Why would one of the world’s biggest brands (Google) suddenly decide on a name change (to Alphabet)? We’re not sure either. Here, B&T takes a look at the 10 reasons behind the move and why it’s set to make the founders even more obscenely wealthy than they already are..
Are Google founders Sergey Brin and Larry Page just trying to be cool and clever with the name change?
Yes, most probably. But it’s also telling the world that the business is now far more than just a search engine company with ads.
Does Google the search engine remain the same?
Yes, you’ll still Google stuff and still get that funny white search engine box with the daily updated cartoons. And no, you won’t be seeing Google branding replaced everywhere by Alphabet.
“I should add that we are not intending for this to be a big consumer brand with related products — the whole point is that Alphabet companies should have independence and develop their own brands,” Larry Page said in his announcement of Alphabet on Monday.
Is it all about avoiding tax like some people have suggested?
Possibly. Google’s been busted in Australia and elsewhere for not paying its fair amount of tax. There has also been calls for the company to be broken up as – in many parts of the world – it’s a monopoly and destroys competition.
Google’s famed motto is ‘do no evil’ and the new holding company may be a way of showing it’s listening to its critics without doing much of anything, really.
Is it about world domination?
Very probably. Despite being worth $US455 billion and barely 15 years old its squilionaire owners – Page and Brin – say they’re only getting started. Google the search engine will be only a small part of a much larger corporation.
The company still likes to act like a start-up
The last thing Google wants to appear as is stuffy and corporate, and that’s despite being one of the biggest brands on the planet. According to Andrew Birmingham, editor of B&T’s sister tech site www.which-50.com, Alphabet is merely a holding company for Google’s many divisions.
“Does the name change matter for the shell at the top of the structure? No, not really,” Birmingham said. “Does the structural change matter? Yes. Structure and culture are inexorably intertwined and too often companies mistake one for the other. Google’s rationale is simple enough. According to co-founder Larry Page ‘This new structure will allow us to keep tremendous focus on the extraordinary opportunities we have inside of Google.’
“Google is the world’s largest and oldest startup and its ability to operate at scale and at speed is the quality that describes its remarkable success. This newest move seems designed to maintain that status,” Birmingham said.
Alphabet will be responsible for all the goofy stuff
On top of its search engine and ad platforms the Google team produce some pretty way-out ideas. Think driverless cars, Nest (its smoke detector arm), its robot division, while there is a big move underway presently into health products (think contact lenses that treat diabetes). All these brands will fall under the Alphabet umbrella and will possibly not tarnish the Google brand if and (possibly) when they tank (see: Google Glasses.)

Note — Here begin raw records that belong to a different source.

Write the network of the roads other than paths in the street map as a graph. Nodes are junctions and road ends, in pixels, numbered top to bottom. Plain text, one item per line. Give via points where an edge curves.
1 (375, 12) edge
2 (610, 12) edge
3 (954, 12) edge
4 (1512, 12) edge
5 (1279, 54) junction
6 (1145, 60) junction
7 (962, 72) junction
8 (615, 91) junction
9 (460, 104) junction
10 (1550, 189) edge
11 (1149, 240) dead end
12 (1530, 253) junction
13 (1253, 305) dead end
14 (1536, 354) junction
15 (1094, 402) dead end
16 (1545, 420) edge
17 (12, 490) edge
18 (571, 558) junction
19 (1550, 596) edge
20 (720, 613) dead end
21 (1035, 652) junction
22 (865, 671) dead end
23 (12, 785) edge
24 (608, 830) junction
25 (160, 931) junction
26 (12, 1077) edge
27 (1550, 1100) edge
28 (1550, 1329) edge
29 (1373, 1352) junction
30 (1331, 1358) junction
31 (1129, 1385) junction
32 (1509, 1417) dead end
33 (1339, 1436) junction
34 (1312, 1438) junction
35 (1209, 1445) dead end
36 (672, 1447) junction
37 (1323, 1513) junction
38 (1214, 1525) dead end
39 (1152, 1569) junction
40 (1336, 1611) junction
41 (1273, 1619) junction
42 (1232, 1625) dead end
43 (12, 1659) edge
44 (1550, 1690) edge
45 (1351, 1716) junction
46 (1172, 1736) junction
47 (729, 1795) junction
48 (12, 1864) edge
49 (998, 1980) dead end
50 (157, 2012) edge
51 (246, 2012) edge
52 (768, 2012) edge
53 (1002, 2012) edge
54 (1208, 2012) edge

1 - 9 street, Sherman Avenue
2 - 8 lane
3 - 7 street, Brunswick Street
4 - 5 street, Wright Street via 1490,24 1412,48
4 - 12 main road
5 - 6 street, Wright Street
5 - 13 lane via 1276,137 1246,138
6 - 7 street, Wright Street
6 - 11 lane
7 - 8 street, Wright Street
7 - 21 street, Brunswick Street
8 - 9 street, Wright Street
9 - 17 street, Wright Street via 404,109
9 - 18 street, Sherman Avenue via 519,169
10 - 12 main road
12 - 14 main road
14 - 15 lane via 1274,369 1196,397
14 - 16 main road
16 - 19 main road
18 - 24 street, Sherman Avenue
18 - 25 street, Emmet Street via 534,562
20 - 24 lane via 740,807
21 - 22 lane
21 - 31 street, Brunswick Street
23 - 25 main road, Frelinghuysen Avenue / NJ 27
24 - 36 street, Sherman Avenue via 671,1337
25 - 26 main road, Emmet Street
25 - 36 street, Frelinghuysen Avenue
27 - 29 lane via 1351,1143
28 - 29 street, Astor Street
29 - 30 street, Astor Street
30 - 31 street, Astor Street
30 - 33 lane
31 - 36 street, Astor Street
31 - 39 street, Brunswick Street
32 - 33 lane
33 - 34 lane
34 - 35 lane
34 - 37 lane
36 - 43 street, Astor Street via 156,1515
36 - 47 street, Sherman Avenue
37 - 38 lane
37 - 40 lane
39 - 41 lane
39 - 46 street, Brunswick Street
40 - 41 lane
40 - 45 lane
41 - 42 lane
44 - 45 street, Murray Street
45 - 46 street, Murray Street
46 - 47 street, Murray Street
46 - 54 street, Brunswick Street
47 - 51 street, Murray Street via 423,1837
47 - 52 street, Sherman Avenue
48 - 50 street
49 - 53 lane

It’s to attract top talent
Not that Google’s ever had a problem collecting potential CVs but with EVERYBODY now wanting data scientists and programmers Alphabet’s going to have to fight (see pay big money) to retain talent.
When the core part of the business is programmatic, algorithm-driven click ads that may work to turn potential employees off. As one scribe wrote on Alphabet’s announcement: “Plenty of people have speculated that Google’s moonshots (harebrained ideas), while sincere and admirable, are also a cynical recruiting device for wide-eyed young engineers.”

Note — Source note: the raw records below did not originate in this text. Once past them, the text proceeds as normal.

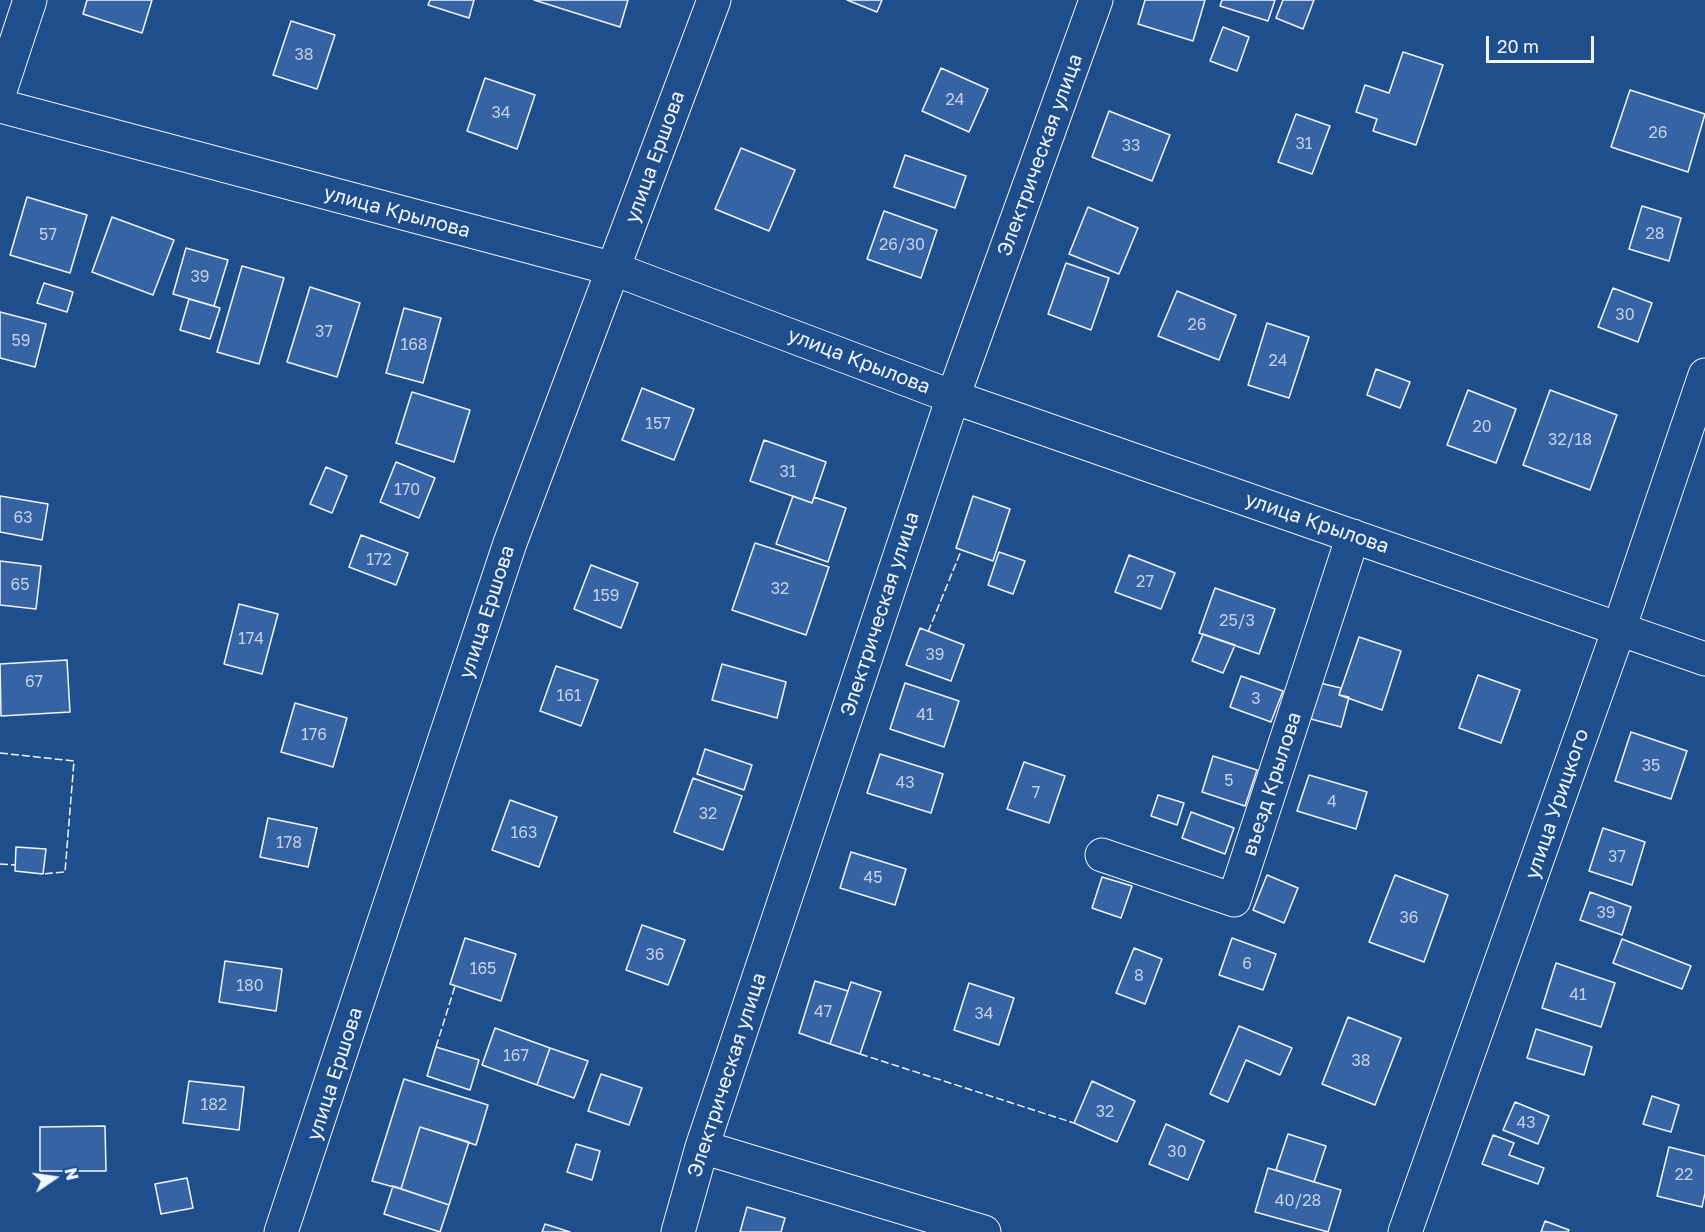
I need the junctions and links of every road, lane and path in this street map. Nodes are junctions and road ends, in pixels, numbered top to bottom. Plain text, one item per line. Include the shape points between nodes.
1 (30, 0) edge
2 (714, 0) edge
3 (1096, 0) edge
4 (0, 91) edge
5 (0, 106) edge
6 (614, 269) junction
7 (1705, 375) edge
8 (953, 397) junction
9 (1353, 536) junction
10 (1619, 629) junction
11 (1705, 659) edge
12 (1102, 855) dead end
13 (702, 1147) junction
14 (281, 1232) edge
15 (678, 1232) edge
16 (984, 1232) edge
17 (1405, 1232) edge

1 - 4 street
2 - 6 street, улица Ершова
3 - 8 street, Электрическая улица
5 - 6 street, улица Крылова
6 - 8 street, улица Крылова
6 - 14 street, улица Ершова via 510,543
7 - 10 street, улица Урицкого
8 - 9 street, улица Крылова
8 - 13 street, Электрическая улица
9 - 10 street, улица Крылова
9 - 12 street, въезд Крылова via 1234,900
10 - 11 street, улица Крылова
10 - 17 street, улица Урицкого
13 - 15 street, Электрическая улица
13 - 16 street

It’s to placate Google investors
Not to get bogged down in tedious financials, but Google has core (Google ads) and non-core (driverless cars) parts of the business and the name change will bring clarity.
As Fortune magazine wrote on Monday: “For all its ‘moonshots’ Google fundamentally remains an advertising company. Should the future Alphabet decide it wants to ditch, separate, or create new capital structures for any of its non-core businesses, the new division will facilitate matters.”
It’s about management succession and restructure and Google
Google co-founder, Larry Page, returns as boss of Alphabet. Industry insiders argue it’s so he can keep eye on his division heads who are allegedly prone to squabble and fight for the few top exec positions at the company. It also means Page can ensure that only technical executives get elevated to the top jobs.
It’s about diversifying the business
As any top CEO knows you don’t put all your eggs in the one basket. Take Facebook, it now makes more money from WhatsApp and Instagram than it does from its social media portal. As one commentator said when it comes to these tech behemoths: “Betting on your one core business, no matter how profitable, is risky. Just ask Microsoft, which has suffered as the internet has eaten into its Windows business”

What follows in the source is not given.